Your objective >> For every line in the data below, check for the word "than", then state how many lines have it. Answer with the number only.

The input >>
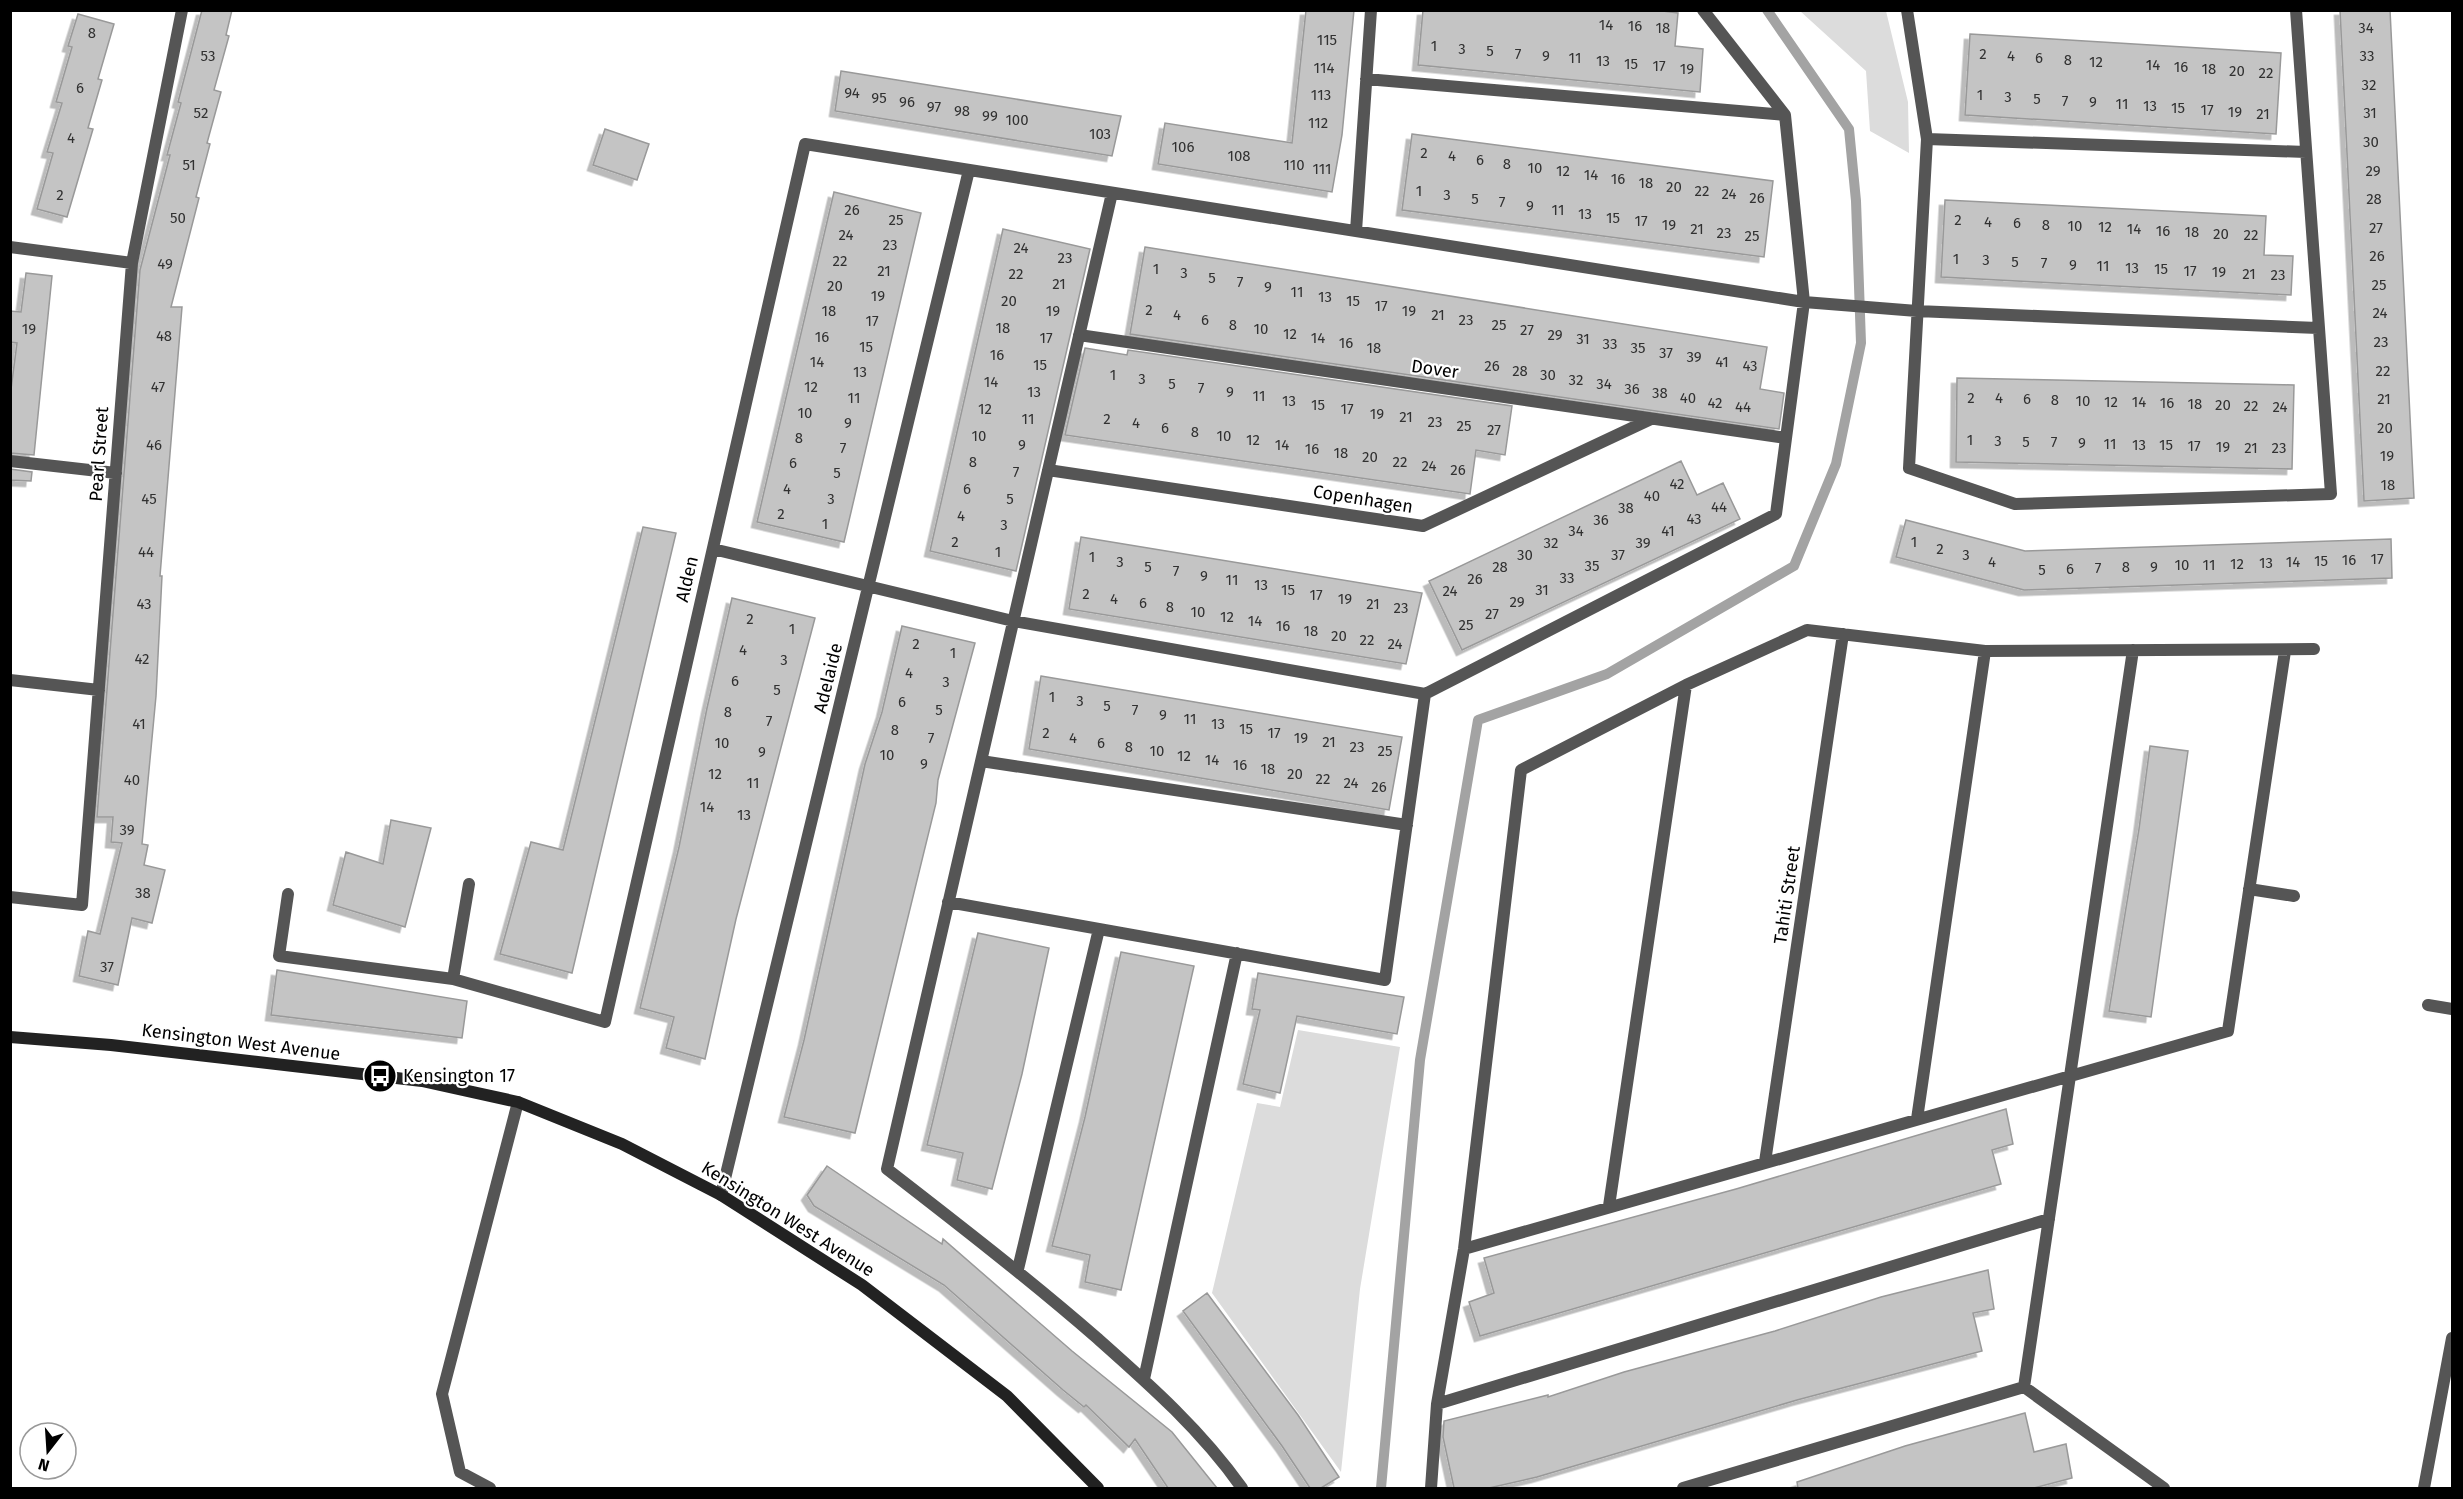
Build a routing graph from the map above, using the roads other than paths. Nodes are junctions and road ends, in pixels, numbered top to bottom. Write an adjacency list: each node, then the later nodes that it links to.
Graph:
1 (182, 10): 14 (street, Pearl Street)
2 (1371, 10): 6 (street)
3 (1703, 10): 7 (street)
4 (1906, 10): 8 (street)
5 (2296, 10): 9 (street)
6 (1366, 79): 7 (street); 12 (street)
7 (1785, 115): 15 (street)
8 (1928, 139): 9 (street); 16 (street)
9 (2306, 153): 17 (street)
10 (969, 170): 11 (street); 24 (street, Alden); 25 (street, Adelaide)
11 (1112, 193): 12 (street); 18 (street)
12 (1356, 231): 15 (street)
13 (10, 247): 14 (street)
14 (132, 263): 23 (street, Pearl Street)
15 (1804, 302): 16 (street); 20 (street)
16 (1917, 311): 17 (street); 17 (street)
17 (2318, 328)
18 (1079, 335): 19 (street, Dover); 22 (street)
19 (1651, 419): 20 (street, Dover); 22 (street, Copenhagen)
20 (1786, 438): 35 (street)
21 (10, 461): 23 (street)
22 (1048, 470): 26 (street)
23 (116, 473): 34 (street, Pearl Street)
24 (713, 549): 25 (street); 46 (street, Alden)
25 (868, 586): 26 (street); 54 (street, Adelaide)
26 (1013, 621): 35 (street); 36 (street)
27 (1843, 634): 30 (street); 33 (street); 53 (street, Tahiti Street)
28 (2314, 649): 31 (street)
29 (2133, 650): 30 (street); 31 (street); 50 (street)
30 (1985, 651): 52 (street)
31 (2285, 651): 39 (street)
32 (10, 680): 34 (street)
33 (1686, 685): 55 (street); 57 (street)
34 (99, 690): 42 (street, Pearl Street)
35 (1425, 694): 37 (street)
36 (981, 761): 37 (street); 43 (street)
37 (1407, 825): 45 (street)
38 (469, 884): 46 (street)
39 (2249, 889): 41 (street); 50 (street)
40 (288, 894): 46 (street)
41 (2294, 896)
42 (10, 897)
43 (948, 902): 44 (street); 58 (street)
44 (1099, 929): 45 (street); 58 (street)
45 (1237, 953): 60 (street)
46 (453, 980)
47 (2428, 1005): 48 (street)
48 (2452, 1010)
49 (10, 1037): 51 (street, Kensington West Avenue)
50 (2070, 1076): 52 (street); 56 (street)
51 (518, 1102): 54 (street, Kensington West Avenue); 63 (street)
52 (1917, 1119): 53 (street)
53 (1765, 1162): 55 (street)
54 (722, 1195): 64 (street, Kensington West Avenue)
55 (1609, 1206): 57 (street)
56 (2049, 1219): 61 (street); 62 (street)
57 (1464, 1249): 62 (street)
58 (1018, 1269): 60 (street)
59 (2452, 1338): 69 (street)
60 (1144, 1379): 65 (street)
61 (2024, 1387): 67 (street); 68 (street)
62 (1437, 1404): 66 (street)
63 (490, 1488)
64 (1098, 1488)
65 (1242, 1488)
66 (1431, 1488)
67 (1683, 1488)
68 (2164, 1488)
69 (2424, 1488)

==

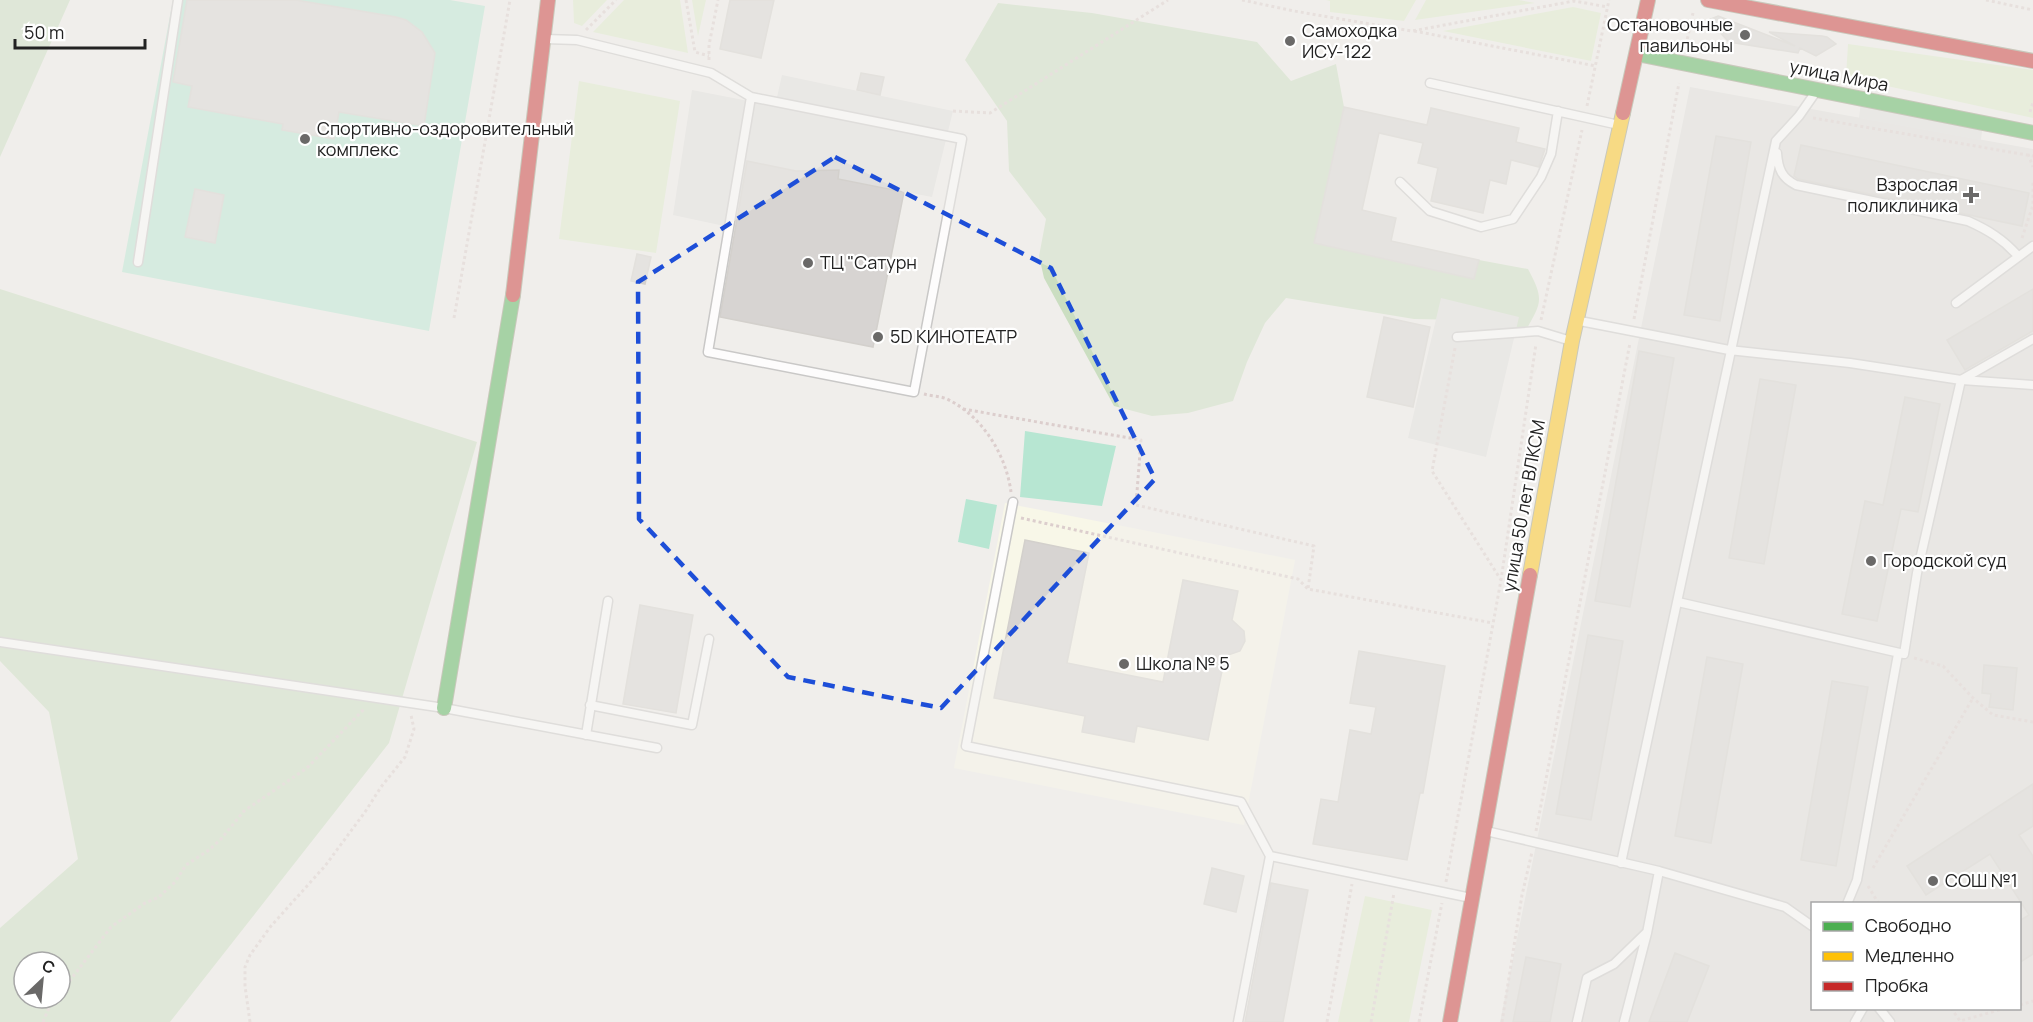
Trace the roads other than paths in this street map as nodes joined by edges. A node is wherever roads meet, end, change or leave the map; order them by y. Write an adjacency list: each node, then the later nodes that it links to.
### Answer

Answer >> 2